Digital Items can be considered the kernel of the Multimedia Framework and the users can be considered as who interacts with them inside the Multimedia Framework. At its most basic level, MPEG-21 provides a framework in which one user interacts with another one, and the object of that interaction is a Digital Item. Due to that, we could say that the main objective of the MPEG-21 is to define the technology needed to support users to exchange, access, consume, trade or manipulate Digital Items in an efficient and transparent way.
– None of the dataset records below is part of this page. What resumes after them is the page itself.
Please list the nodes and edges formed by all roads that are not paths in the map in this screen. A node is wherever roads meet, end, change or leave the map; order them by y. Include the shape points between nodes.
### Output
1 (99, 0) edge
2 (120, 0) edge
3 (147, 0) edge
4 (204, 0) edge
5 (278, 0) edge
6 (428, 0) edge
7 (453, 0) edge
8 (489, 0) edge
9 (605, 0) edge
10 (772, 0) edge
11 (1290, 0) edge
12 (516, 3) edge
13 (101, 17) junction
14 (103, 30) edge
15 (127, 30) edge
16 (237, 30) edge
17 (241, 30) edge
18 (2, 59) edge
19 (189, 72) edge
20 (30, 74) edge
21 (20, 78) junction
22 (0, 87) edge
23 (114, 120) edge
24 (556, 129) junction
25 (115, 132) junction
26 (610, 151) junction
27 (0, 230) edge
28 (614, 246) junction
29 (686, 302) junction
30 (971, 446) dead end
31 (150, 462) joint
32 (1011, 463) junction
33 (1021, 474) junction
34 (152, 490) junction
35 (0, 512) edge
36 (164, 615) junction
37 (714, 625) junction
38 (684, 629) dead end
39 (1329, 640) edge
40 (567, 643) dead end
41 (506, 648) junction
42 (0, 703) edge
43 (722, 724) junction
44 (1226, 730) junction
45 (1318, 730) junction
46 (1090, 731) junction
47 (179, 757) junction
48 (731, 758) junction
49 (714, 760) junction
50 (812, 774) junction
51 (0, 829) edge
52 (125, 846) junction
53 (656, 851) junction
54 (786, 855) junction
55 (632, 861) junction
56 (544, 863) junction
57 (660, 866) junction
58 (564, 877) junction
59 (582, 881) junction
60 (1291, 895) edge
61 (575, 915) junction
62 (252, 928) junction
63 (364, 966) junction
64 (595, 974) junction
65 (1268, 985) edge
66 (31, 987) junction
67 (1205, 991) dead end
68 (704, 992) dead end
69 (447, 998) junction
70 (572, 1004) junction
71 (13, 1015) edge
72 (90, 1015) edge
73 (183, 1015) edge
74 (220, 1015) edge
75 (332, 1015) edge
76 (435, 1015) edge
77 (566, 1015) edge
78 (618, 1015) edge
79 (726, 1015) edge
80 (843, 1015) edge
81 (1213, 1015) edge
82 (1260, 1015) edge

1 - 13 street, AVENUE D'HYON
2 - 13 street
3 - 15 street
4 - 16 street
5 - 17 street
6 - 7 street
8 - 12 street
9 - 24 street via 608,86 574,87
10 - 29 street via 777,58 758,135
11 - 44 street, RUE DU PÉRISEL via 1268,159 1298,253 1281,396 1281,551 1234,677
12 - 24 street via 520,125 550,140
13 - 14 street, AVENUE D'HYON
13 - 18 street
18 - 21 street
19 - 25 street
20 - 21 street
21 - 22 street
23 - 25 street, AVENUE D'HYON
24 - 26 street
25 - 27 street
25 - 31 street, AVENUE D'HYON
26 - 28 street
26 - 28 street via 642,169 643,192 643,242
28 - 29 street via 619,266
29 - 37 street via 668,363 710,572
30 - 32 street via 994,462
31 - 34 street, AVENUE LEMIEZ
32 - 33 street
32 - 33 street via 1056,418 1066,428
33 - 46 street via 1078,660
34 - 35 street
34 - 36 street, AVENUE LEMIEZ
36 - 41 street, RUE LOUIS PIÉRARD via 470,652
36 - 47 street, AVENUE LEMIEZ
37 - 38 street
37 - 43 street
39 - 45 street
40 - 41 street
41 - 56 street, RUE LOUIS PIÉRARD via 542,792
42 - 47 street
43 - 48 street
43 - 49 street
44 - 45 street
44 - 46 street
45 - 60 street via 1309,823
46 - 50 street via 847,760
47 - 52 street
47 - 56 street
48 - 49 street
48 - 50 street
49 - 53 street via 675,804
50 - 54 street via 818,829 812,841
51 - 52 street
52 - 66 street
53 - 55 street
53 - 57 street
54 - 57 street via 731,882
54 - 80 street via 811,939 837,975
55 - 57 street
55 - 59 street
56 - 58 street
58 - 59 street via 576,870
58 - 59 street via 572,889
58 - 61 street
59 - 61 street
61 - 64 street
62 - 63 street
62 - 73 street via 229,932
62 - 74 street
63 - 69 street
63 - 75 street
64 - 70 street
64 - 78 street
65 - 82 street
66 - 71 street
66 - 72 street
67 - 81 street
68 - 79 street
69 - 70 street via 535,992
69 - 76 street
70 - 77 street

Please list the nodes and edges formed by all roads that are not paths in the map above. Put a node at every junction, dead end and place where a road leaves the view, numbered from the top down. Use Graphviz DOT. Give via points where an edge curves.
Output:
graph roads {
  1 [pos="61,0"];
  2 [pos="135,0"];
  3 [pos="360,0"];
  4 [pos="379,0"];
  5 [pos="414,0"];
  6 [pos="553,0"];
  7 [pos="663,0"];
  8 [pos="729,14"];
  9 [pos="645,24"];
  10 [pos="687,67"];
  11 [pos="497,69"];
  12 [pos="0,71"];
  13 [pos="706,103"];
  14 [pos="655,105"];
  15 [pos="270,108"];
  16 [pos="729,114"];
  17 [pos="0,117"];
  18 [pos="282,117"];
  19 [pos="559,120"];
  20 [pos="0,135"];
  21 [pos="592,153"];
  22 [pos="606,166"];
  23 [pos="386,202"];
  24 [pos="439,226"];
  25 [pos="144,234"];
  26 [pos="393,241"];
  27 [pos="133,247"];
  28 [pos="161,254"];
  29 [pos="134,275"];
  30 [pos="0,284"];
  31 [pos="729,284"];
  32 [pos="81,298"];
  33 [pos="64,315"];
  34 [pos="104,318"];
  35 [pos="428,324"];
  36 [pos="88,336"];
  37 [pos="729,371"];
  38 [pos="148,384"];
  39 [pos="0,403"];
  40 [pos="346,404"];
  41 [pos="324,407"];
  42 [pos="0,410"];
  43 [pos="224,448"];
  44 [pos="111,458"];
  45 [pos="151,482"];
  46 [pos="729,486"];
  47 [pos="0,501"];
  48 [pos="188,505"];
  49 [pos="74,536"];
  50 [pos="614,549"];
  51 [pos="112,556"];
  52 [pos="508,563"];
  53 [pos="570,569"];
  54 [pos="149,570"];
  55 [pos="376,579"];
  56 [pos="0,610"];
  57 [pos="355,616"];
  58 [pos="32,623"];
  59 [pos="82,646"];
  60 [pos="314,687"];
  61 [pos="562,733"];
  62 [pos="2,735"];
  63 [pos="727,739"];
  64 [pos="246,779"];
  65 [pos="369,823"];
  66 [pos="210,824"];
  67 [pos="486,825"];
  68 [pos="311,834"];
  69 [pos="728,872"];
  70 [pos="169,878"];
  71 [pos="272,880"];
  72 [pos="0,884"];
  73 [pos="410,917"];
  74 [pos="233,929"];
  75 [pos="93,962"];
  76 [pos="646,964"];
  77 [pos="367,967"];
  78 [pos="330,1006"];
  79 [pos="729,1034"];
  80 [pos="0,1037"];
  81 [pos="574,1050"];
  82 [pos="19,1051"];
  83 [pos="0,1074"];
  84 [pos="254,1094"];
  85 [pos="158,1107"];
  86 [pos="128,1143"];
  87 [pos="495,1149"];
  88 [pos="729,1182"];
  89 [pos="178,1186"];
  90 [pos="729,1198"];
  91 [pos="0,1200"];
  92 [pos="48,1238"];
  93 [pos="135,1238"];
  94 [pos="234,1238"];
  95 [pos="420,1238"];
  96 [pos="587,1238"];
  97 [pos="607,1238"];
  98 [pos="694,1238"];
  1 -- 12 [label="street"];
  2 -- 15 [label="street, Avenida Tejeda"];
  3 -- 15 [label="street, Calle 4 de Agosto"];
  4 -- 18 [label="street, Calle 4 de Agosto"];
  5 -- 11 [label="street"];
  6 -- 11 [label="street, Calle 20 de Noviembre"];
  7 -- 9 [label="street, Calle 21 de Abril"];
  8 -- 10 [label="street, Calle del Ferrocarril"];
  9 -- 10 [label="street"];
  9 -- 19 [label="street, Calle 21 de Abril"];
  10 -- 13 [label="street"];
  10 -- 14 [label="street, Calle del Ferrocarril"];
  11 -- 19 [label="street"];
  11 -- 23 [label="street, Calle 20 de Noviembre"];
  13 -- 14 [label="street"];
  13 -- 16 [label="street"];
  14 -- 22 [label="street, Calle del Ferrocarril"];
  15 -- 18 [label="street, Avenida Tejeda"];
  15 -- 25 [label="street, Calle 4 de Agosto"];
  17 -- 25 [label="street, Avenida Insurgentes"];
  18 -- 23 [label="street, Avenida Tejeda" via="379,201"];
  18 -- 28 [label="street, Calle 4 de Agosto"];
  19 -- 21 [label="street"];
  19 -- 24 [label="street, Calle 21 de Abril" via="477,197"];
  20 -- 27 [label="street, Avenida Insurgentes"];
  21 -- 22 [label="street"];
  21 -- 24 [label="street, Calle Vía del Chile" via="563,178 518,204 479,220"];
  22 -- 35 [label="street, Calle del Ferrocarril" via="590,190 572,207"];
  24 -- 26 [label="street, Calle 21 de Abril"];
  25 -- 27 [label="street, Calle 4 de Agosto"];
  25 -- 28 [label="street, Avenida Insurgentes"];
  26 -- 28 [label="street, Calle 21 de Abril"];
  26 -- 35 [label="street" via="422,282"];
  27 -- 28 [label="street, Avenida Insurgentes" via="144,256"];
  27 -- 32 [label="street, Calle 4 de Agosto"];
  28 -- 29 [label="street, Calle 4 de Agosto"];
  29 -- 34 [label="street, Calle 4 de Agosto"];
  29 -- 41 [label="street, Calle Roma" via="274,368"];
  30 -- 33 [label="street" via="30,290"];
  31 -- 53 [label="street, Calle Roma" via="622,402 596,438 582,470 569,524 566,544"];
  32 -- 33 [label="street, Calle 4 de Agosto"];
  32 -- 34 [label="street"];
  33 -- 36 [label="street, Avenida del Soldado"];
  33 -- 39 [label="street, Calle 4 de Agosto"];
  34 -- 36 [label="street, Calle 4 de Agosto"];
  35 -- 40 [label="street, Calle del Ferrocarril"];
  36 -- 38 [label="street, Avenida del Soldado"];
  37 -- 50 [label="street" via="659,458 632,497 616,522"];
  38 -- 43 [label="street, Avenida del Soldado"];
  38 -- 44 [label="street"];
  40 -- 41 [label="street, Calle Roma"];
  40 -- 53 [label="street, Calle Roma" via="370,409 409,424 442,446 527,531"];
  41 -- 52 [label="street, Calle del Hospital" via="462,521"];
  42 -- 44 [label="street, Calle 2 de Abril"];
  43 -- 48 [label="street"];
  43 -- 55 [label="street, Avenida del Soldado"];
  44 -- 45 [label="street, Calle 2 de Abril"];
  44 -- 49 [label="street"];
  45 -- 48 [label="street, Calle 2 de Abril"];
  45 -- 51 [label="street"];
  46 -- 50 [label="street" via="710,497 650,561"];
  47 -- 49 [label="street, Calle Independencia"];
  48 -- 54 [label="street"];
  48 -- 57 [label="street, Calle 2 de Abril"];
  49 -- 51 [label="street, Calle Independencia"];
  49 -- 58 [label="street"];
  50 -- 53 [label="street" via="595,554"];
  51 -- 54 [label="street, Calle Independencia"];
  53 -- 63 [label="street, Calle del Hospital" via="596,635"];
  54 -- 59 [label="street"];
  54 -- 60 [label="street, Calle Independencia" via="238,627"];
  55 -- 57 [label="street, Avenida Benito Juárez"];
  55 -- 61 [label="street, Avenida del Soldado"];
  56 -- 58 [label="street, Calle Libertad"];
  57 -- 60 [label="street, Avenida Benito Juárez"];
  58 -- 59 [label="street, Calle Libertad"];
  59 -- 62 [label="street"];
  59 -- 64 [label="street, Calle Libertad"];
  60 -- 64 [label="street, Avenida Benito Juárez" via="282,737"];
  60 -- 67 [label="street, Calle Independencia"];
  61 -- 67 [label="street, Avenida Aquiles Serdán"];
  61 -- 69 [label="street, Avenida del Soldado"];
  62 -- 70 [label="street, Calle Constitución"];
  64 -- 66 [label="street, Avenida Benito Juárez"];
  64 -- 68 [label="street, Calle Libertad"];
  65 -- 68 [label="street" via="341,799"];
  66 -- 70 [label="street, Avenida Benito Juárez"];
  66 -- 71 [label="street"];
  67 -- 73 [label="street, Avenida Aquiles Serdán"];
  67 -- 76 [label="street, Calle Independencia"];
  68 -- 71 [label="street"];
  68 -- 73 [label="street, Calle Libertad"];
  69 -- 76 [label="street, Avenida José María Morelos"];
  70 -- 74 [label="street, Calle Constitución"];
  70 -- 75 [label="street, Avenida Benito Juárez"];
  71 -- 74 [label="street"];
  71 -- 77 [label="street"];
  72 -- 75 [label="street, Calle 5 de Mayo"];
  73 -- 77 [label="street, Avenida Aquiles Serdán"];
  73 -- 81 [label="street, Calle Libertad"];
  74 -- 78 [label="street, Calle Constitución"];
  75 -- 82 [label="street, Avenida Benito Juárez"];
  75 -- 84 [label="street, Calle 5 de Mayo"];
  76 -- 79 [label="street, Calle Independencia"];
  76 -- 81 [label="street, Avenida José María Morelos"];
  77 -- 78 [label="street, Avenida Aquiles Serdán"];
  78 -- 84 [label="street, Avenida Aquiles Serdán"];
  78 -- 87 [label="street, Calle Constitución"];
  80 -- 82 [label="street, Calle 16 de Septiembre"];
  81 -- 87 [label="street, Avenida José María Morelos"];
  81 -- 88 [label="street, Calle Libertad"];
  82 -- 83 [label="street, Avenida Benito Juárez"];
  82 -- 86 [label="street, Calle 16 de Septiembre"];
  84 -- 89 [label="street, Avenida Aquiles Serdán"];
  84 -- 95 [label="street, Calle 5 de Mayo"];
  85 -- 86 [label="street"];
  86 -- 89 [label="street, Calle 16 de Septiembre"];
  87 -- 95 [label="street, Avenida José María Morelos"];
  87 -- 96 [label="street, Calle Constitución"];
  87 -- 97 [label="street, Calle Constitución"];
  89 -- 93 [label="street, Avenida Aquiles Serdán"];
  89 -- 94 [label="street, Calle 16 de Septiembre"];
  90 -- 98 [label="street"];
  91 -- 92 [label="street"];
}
MPEG-21 Part 9: File Format defined the storage of an MPEG-21 Digital Item in a file format based on the ISO base media file format, with some or all of Digital Item's ancillary data (such as movies, images or other non-XML data) within the same file. It uses filename extensions .m21 or .mp21 and MIME type application/mp21. 30000

==Digital rights management==

MPEG-21 defines also a "Rights Expression Language" standard as means of managing restrictions for digital content usage. As an XML-based standard, MPEG-21 is designed to communicate machine-readable license information and do so in a "ubiquitous, unambiguous and secure" manner.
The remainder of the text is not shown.